Prompt:
Copy out every line of the records where the string "Barbe" occurs.

[Saved data entries]
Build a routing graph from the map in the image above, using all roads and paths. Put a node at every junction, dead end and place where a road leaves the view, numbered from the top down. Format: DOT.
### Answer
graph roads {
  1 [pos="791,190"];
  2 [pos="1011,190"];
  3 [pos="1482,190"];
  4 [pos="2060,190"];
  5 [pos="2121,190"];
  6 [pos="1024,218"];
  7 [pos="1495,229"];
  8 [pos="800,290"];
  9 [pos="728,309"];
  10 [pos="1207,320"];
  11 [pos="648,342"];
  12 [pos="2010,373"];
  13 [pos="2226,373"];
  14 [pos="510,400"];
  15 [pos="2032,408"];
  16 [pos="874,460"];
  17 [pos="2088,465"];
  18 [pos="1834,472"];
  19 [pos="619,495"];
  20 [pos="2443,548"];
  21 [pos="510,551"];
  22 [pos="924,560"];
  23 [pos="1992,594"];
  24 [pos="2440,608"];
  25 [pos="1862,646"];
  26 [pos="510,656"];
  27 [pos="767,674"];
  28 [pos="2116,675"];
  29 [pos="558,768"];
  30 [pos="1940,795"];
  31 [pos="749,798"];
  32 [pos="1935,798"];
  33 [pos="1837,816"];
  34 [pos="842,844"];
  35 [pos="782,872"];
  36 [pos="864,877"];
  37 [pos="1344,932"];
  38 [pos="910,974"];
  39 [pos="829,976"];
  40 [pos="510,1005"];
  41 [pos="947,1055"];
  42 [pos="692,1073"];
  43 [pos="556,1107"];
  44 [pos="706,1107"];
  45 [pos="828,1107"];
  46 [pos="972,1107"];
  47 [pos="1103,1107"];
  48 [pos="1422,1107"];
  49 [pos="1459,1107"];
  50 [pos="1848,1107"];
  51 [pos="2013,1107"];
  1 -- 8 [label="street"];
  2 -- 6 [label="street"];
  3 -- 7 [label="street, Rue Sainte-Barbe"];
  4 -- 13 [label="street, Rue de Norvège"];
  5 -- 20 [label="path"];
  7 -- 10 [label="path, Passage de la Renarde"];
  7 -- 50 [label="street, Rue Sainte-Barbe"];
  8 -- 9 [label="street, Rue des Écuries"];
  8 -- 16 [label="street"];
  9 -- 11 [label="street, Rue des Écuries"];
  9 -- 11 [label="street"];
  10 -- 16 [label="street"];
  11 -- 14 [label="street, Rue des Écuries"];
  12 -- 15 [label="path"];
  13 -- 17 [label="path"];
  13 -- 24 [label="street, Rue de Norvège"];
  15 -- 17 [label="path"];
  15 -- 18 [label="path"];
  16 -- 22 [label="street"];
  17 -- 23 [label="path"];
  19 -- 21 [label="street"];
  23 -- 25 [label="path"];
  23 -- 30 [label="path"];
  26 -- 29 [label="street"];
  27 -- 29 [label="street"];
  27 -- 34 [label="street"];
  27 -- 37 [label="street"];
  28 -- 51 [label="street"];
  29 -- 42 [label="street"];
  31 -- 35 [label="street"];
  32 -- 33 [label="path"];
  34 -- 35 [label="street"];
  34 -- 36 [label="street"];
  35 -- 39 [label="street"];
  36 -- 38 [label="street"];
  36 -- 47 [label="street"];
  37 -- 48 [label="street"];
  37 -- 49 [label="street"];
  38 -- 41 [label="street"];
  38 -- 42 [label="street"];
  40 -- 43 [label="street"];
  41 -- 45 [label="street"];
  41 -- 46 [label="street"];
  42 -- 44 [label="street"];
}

Task response:
  3 -- 7 [label="street, Rue Sainte-Barbe"];
  7 -- 50 [label="street, Rue Sainte-Barbe"];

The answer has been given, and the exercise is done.